RECORDS TO PROCESS
____
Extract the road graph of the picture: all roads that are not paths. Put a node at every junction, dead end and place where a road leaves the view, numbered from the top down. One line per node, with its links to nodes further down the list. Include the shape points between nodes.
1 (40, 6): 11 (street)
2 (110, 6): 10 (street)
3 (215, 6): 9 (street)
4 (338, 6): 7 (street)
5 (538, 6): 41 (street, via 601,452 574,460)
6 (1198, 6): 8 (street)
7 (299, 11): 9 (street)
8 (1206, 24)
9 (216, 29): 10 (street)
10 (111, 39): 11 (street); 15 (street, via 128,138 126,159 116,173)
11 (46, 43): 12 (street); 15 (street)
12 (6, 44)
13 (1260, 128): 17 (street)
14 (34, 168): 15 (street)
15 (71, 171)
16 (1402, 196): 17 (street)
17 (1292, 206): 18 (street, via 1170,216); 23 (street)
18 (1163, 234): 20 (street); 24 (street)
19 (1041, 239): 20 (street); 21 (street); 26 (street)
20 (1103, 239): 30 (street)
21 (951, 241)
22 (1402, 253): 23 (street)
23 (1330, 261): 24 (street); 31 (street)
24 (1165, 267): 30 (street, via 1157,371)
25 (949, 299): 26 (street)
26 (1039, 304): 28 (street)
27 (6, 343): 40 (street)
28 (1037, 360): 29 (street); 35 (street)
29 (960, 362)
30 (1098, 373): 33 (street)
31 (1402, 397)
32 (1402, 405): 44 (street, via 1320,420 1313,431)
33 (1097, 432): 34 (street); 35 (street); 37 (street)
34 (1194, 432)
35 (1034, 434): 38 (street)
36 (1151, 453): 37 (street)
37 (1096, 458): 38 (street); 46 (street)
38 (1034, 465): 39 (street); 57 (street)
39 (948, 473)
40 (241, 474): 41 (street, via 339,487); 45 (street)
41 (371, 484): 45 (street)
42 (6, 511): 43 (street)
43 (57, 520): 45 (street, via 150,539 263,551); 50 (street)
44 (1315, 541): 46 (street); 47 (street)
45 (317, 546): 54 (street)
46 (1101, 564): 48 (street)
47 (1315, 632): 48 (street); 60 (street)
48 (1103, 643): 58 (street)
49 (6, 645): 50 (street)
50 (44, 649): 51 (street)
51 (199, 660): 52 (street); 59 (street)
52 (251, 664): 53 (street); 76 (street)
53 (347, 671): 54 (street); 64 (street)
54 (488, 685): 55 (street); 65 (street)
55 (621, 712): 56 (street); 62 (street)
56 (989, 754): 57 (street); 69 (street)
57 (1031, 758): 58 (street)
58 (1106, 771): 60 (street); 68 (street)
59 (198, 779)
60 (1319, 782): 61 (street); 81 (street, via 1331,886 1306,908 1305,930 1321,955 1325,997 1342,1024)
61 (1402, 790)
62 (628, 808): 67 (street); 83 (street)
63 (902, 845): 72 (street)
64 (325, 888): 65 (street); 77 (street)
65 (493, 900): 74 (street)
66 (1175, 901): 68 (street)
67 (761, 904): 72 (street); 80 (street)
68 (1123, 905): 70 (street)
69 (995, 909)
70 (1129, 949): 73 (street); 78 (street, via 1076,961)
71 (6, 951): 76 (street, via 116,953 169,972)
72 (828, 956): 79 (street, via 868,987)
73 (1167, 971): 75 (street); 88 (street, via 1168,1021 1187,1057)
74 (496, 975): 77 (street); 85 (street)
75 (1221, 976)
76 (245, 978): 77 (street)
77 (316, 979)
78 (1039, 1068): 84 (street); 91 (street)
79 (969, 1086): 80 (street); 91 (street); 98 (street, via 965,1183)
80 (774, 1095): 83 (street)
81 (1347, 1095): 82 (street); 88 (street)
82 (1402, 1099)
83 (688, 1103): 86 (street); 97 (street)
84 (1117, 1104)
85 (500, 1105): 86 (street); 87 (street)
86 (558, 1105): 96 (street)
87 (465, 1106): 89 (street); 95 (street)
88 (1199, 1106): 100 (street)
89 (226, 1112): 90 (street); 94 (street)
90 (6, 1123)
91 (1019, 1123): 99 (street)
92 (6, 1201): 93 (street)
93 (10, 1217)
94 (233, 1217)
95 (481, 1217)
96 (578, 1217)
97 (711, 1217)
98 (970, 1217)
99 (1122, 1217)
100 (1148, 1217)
____
WHAT YOU SHOULD DO
Please repeat the listing above in full and exactly.

EXERCISE OUTPUT
Extract the road graph of the picture: all roads that are not paths. Put a node at every junction, dead end and place where a road leaves the view, numbered from the top down. One line per node, with its links to nodes further down the list. Include the shape points between nodes.
1 (40, 6): 11 (street)
2 (110, 6): 10 (street)
3 (215, 6): 9 (street)
4 (338, 6): 7 (street)
5 (538, 6): 41 (street, via 601,452 574,460)
6 (1198, 6): 8 (street)
7 (299, 11): 9 (street)
8 (1206, 24)
9 (216, 29): 10 (street)
10 (111, 39): 11 (street); 15 (street, via 128,138 126,159 116,173)
11 (46, 43): 12 (street); 15 (street)
12 (6, 44)
13 (1260, 128): 17 (street)
14 (34, 168): 15 (street)
15 (71, 171)
16 (1402, 196): 17 (street)
17 (1292, 206): 18 (street, via 1170,216); 23 (street)
18 (1163, 234): 20 (street); 24 (street)
19 (1041, 239): 20 (street); 21 (street); 26 (street)
20 (1103, 239): 30 (street)
21 (951, 241)
22 (1402, 253): 23 (street)
23 (1330, 261): 24 (street); 31 (street)
24 (1165, 267): 30 (street, via 1157,371)
25 (949, 299): 26 (street)
26 (1039, 304): 28 (street)
27 (6, 343): 40 (street)
28 (1037, 360): 29 (street); 35 (street)
29 (960, 362)
30 (1098, 373): 33 (street)
31 (1402, 397)
32 (1402, 405): 44 (street, via 1320,420 1313,431)
33 (1097, 432): 34 (street); 35 (street); 37 (street)
34 (1194, 432)
35 (1034, 434): 38 (street)
36 (1151, 453): 37 (street)
37 (1096, 458): 38 (street); 46 (street)
38 (1034, 465): 39 (street); 57 (street)
39 (948, 473)
40 (241, 474): 41 (street, via 339,487); 45 (street)
41 (371, 484): 45 (street)
42 (6, 511): 43 (street)
43 (57, 520): 45 (street, via 150,539 263,551); 50 (street)
44 (1315, 541): 46 (street); 47 (street)
45 (317, 546): 54 (street)
46 (1101, 564): 48 (street)
47 (1315, 632): 48 (street); 60 (street)
48 (1103, 643): 58 (street)
49 (6, 645): 50 (street)
50 (44, 649): 51 (street)
51 (199, 660): 52 (street); 59 (street)
52 (251, 664): 53 (street); 76 (street)
53 (347, 671): 54 (street); 64 (street)
54 (488, 685): 55 (street); 65 (street)
55 (621, 712): 56 (street); 62 (street)
56 (989, 754): 57 (street); 69 (street)
57 (1031, 758): 58 (street)
58 (1106, 771): 60 (street); 68 (street)
59 (198, 779)
60 (1319, 782): 61 (street); 81 (street, via 1331,886 1306,908 1305,930 1321,955 1325,997 1342,1024)
61 (1402, 790)
62 (628, 808): 67 (street); 83 (street)
63 (902, 845): 72 (street)
64 (325, 888): 65 (street); 77 (street)
65 (493, 900): 74 (street)
66 (1175, 901): 68 (street)
67 (761, 904): 72 (street); 80 (street)
68 (1123, 905): 70 (street)
69 (995, 909)
70 (1129, 949): 73 (street); 78 (street, via 1076,961)
71 (6, 951): 76 (street, via 116,953 169,972)
72 (828, 956): 79 (street, via 868,987)
73 (1167, 971): 75 (street); 88 (street, via 1168,1021 1187,1057)
74 (496, 975): 77 (street); 85 (street)
75 (1221, 976)
76 (245, 978): 77 (street)
77 (316, 979)
78 (1039, 1068): 84 (street); 91 (street)
79 (969, 1086): 80 (street); 91 (street); 98 (street, via 965,1183)
80 (774, 1095): 83 (street)
81 (1347, 1095): 82 (street); 88 (street)
82 (1402, 1099)
83 (688, 1103): 86 (street); 97 (street)
84 (1117, 1104)
85 (500, 1105): 86 (street); 87 (street)
86 (558, 1105): 96 (street)
87 (465, 1106): 89 (street); 95 (street)
88 (1199, 1106): 100 (street)
89 (226, 1112): 90 (street); 94 (street)
90 (6, 1123)
91 (1019, 1123): 99 (street)
92 (6, 1201): 93 (street)
93 (10, 1217)
94 (233, 1217)
95 (481, 1217)
96 (578, 1217)
97 (711, 1217)
98 (970, 1217)
99 (1122, 1217)
100 (1148, 1217)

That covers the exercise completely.